Though Colorado made me change the way I speak, I am virtually a walking, talking advertisement for the state: Colorado has more than 300 days of sunshine a year! We are the fittest state in the country! Everyone is so friendly! You should see these mountains!

Still, those superlatives do not apply — or generally appeal — to me whatsoever: I love cloudy and cool weather! I eat too much pizza! I’m a categorized misanthrope! Willingly propelling my body down a mountain on skis sounds like a terrible idea!

Instead, I love Colorado because it’s home to my sister, her three beautiful children and my mother’s parents, who moved to Denver a decade ago from New York after the rest of their family scattered across the country. Recently, my 93-year-old grandfather, a former New York City taxi driver, groused about Coloradans’ heightened sense of sociability, camaraderie and general kindness.
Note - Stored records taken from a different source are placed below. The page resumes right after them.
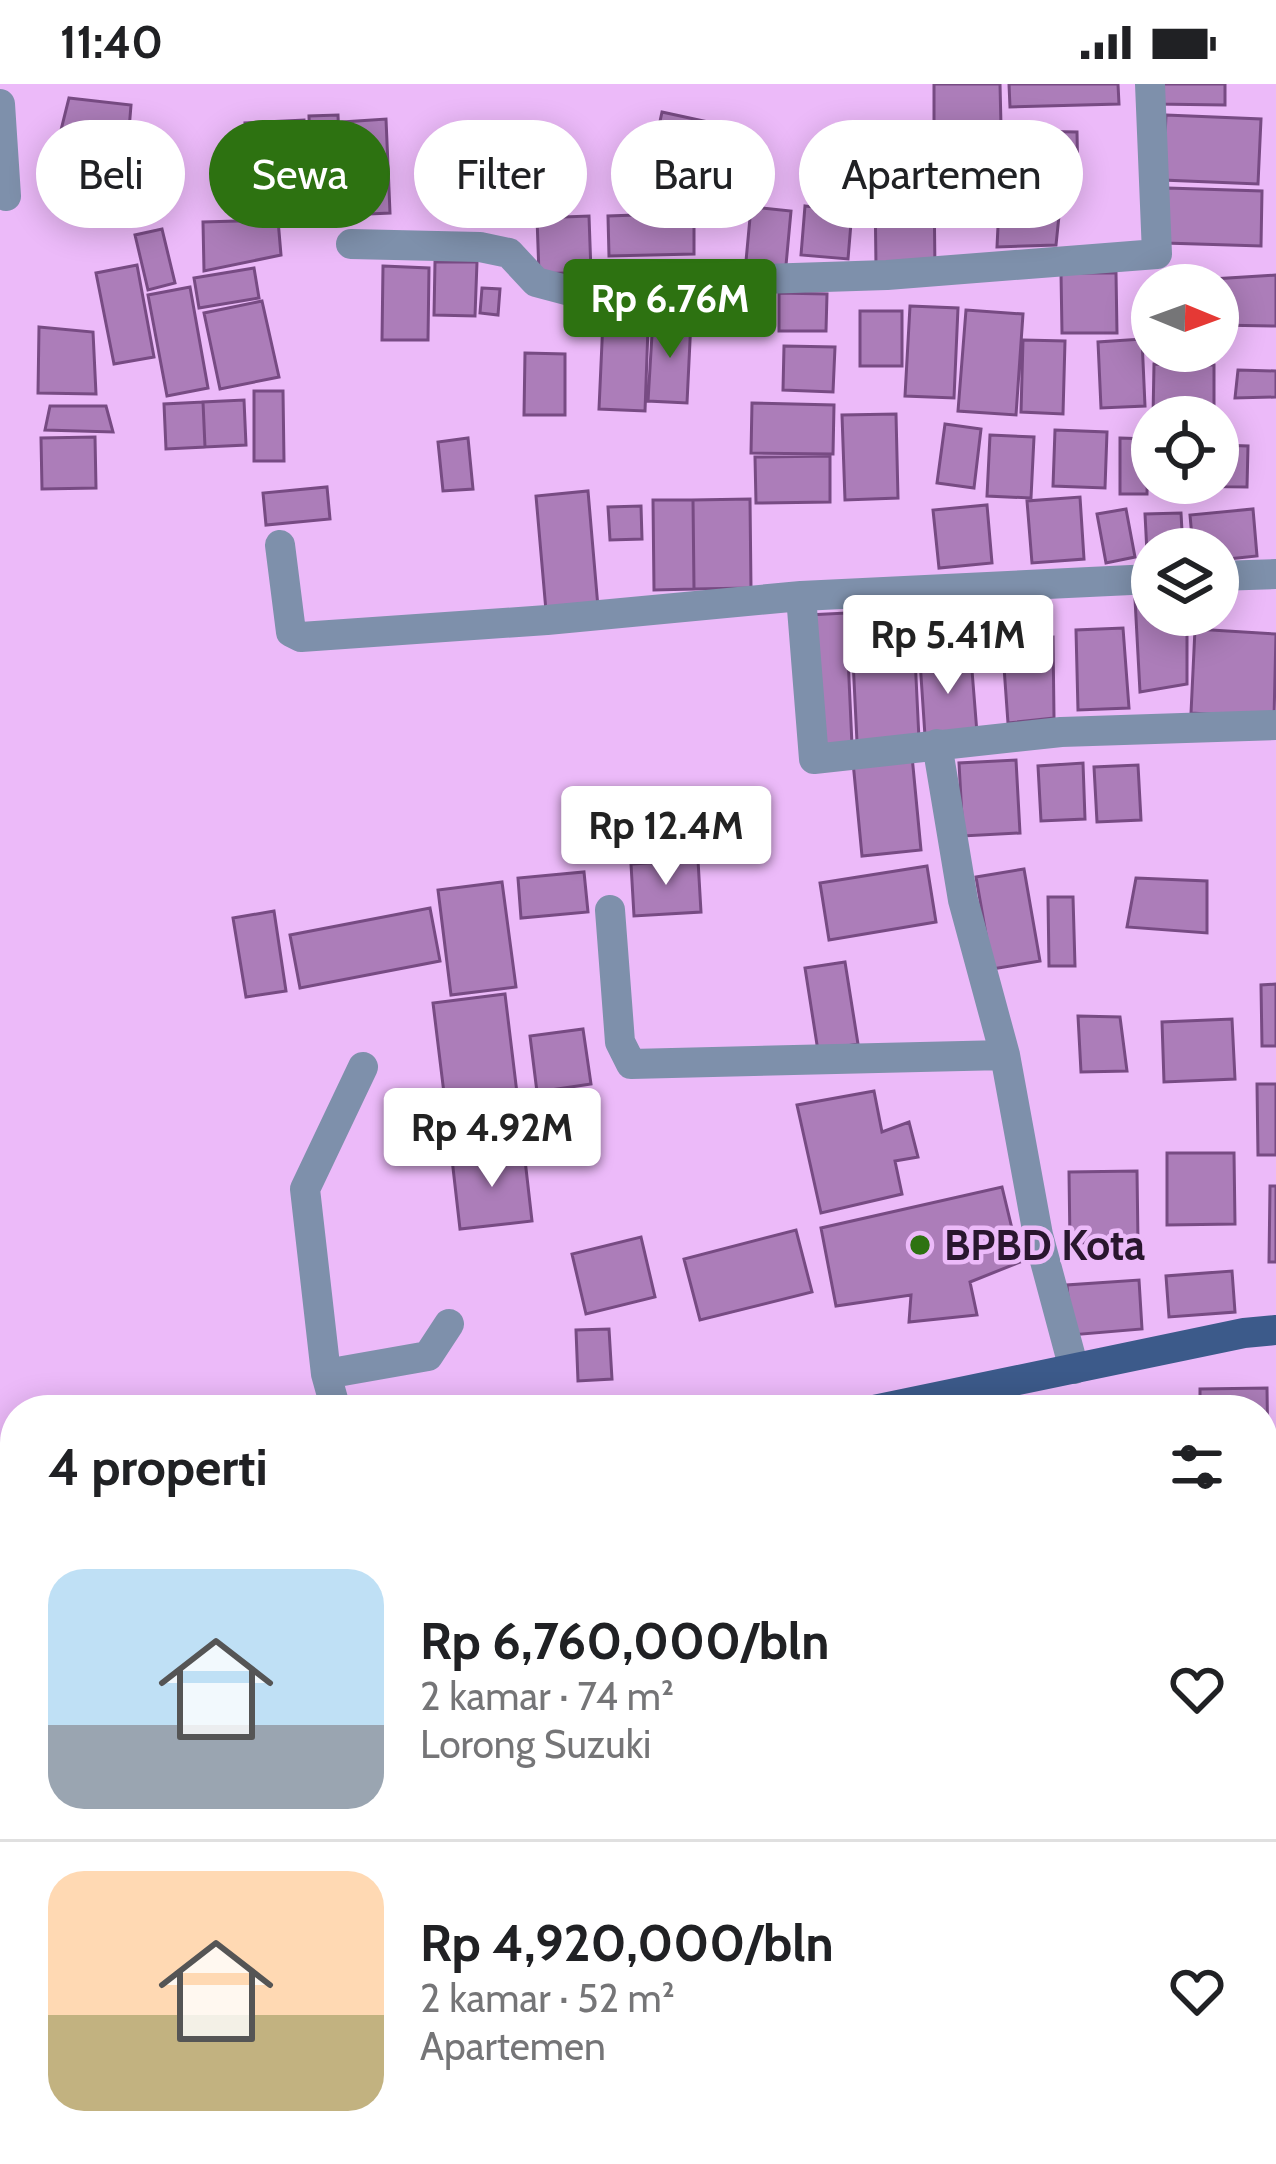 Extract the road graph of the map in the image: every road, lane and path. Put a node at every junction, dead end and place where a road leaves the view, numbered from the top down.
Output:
1 (1150, 84) edge
2 (0, 104) edge
3 (6, 196) dead end
4 (351, 244) dead end
5 (280, 545) dead end
6 (1276, 574) edge
7 (1239, 575) edge
8 (1131, 580) edge
9 (801, 596) junction
10 (1276, 725) edge
11 (938, 744) junction
12 (610, 910) dead end
13 (1005, 1055) junction
14 (363, 1067) dead end
15 (449, 1324) dead end
16 (1276, 1330) edge
17 (1074, 1370) junction
18 (326, 1374) junction
19 (332, 1395) edge
20 (949, 1395) edge

1 - 4 street
2 - 3 street
5 - 9 street
6 - 7 street
8 - 9 street
9 - 11 street
10 - 11 street
11 - 13 street
12 - 13 street
13 - 17 street
14 - 18 street
15 - 18 street
16 - 17 main road
17 - 20 main road
18 - 19 street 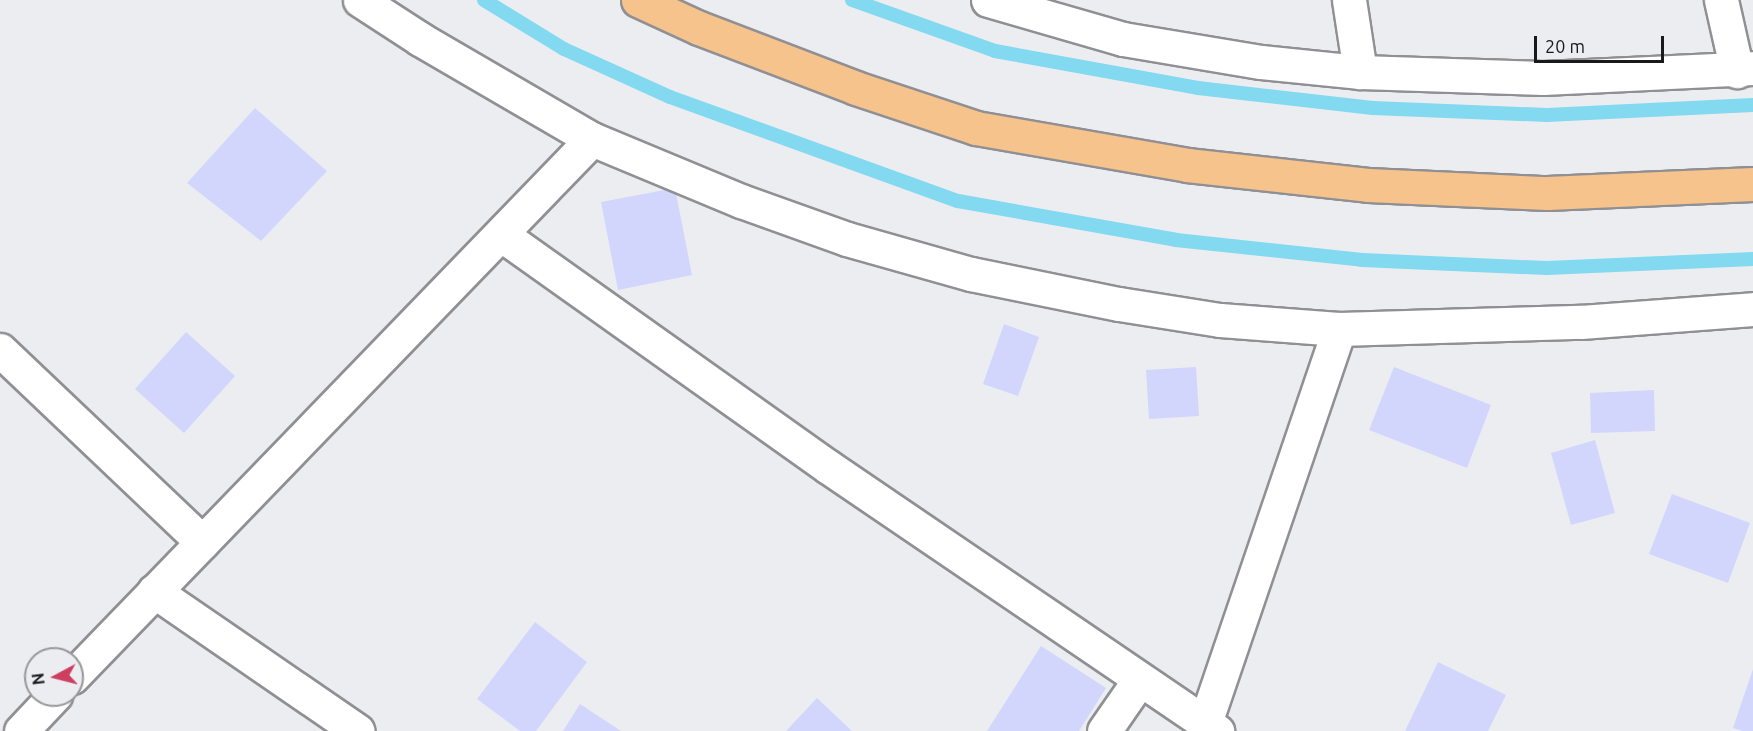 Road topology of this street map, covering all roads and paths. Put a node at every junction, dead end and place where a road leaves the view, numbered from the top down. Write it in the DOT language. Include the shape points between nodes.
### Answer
graph roads {
  1 [pos="360,0"];
  2 [pos="638,0"];
  3 [pos="988,0"];
  4 [pos="1349,0"];
  5 [pos="1721,0"];
  6 [pos="1745,69"];
  7 [pos="1360,72"];
  8 [pos="592,139"];
  9 [pos="1753,184"];
  10 [pos="502,235"];
  11 [pos="1753,309"];
  12 [pos="1339,329"];
  13 [pos="0,350"];
  14 [pos="202,542"];
  15 [pos="153,591"];
  16 [pos="84,664"];
  17 [pos="1140,679"];
  18 [pos="44,707"];
  19 [pos="1211,727"];
  20 [pos="21,731"];
  21 [pos="358,731"];
  22 [pos="1104,731"];
  1 -- 8 [label="street"];
  2 -- 9 [label="highway" via="699,28 856,88 976,128 1187,165 1368,185 1547,193"];
  3 -- 7 [label="street" via="1123,39 1261,62"];
  4 -- 7 [label="street"];
  5 -- 6 [label="street"];
  6 -- 7 [label="street" via="1543,78"];
  8 -- 10 [label="street"];
  8 -- 12 [label="street" via="752,205 971,274 1220,320"];
  10 -- 14 [label="street"];
  10 -- 17 [label="street" via="828,466"];
  11 -- 12 [label="street" via="1581,322"];
  12 -- 19 [label="street"];
  13 -- 14 [label="street"];
  14 -- 15 [label="street"];
  15 -- 16 [label="street"];
  15 -- 21 [label="street"];
  17 -- 19 [label="street"];
  17 -- 22 [label="street"];
  18 -- 20 [label="street"];
} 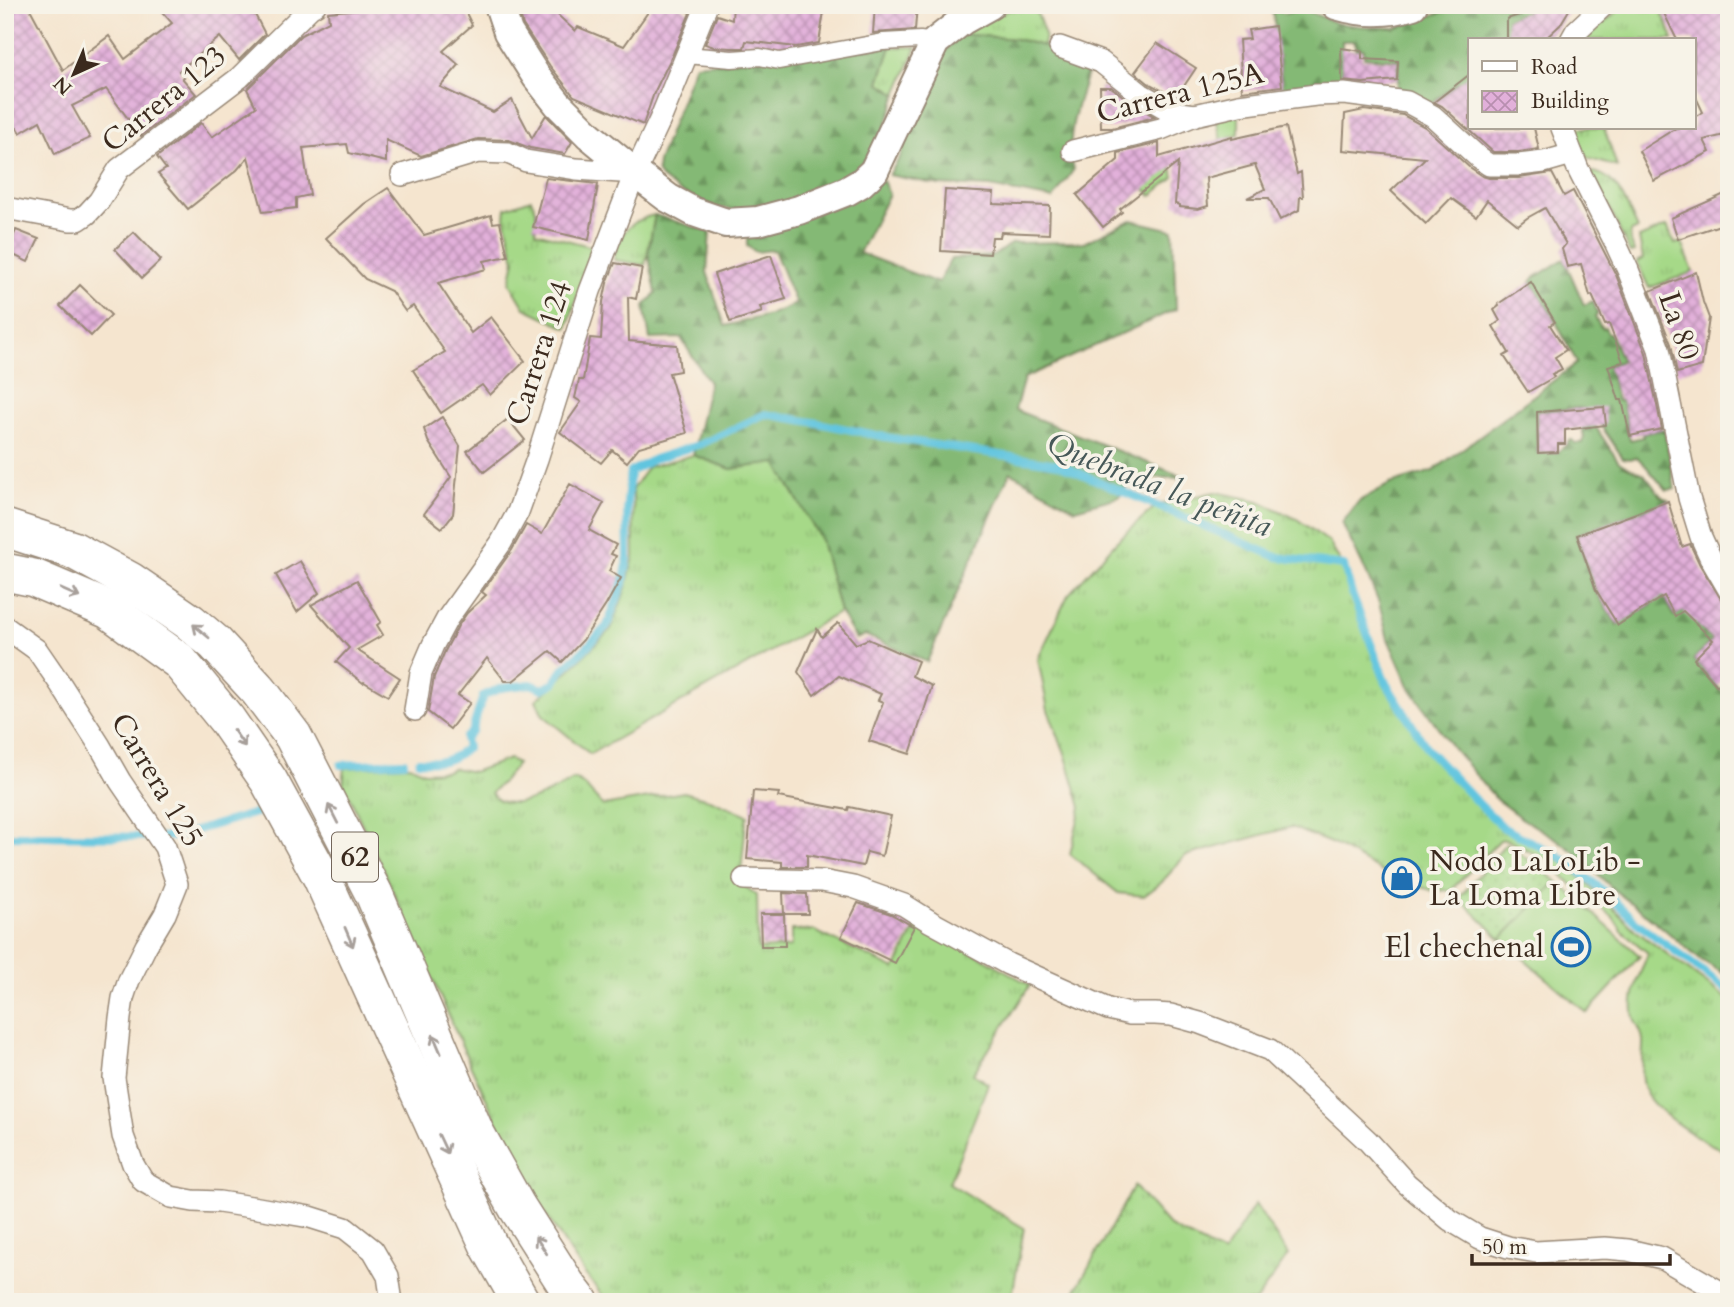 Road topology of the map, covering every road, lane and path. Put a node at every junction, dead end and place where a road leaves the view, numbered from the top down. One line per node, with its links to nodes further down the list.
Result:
1 (315, 5): 18 (street, Carrera 123)
2 (499, 5): 16 (street)
3 (707, 5): 11 (street, Carrera 124)
4 (990, 5): 9 (street)
5 (1336, 5): 6 (street)
6 (1413, 5)
7 (1604, 5): 8 (street)
8 (1572, 38)
9 (935, 42): 11 (street); 16 (street)
10 (1060, 47): 12 (street)
11 (686, 55): 16 (street, Carrera 124)
12 (1195, 115): 14 (street, Carrera 125A); 15 (street, Carrera 125A)
13 (1563, 130): 15 (street, La 80)
14 (1073, 151)
15 (1572, 155): 21 (street, La 80)
16 (635, 173): 17 (street); 23 (street, Carrera 124)
17 (402, 175)
18 (5, 208)
19 (5, 528): 28 (highway, 62, one-way to 19)
20 (5, 572): 27 (highway, 62, one-way to 27)
21 (1729, 590)
22 (5, 627): 26 (street, Carrera 125)
23 (415, 710)
24 (744, 878): 25 (street)
25 (1729, 1297)
26 (392, 1302)
27 (521, 1302)
28 (580, 1302) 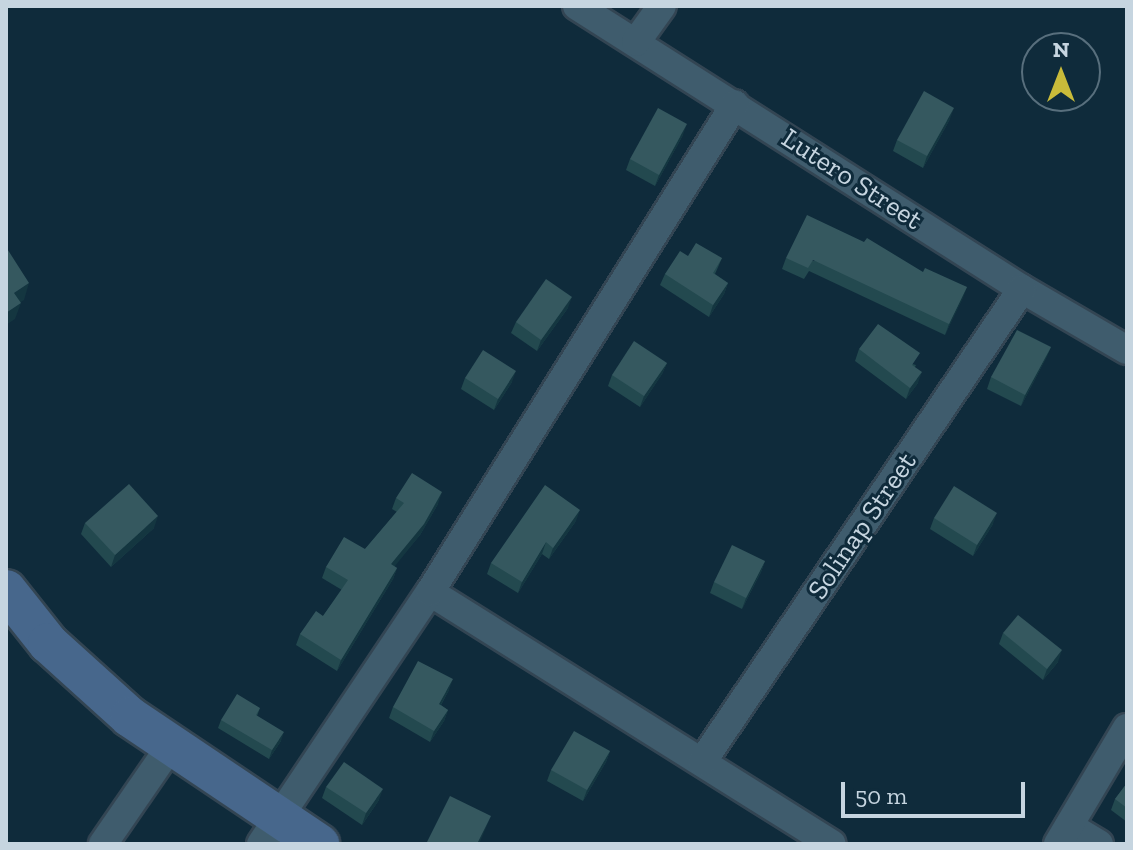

In New York, he explained, people don’t care how you are doing and certainly aren’t nosy enough to ask about your day.

His reasons for preferring his home state struck a chord with me. Sometimes the place you come from — stereotypes and all — is still home no matter how much time you may have spent away from it.

On a recent visit to New Jersey to see the family I’ve neglected for the past couple of years, I felt something I hadn’t felt in a while: I felt at ease. I wasn’t worrying about my life and where it was going (remnants of a quarter-life crisis); instead I felt relaxed and nostalgic. While driving past my childhood home I remembered playing catch with my dad in the backyard beneath a canopy of oak trees. The sound of the cuckoo clock in my aunt and uncle’s home reminded me of the firefly-lit summers I spent there after my family moved to Colorado. And keepsakes saved after my father’s mother passed made me think about my first experiences with loss and grief.

But the most meaningful part of my visit was Sunday morning Mass at St. Mary’s Parish, a small Catholic church in Pompton Lakes, N.J. St. Mary’s was the first place I attended school; it was the place of my baptism and my first communion; it was where I mourned the deaths of my father’s mother and aunt, watched cousins marry and — most importantly — the place where I found God and built the most stable and sincere relationship I’ve had in my life.

I thought about one gloomy weekday afternoon years ago, when my mom and I ran into the church and sat for an hour in the dark wood pews to escape a rainstorm that started while we were strolling through town.

As I returned to St. Mary’s for Mass, I felt that same sense of shelter. Seeing my parents with heads bowed and my uncle with a rosary in hand, mouthing the words of prayers I’ve quietly been saying for years, I finally felt at peace — and at home.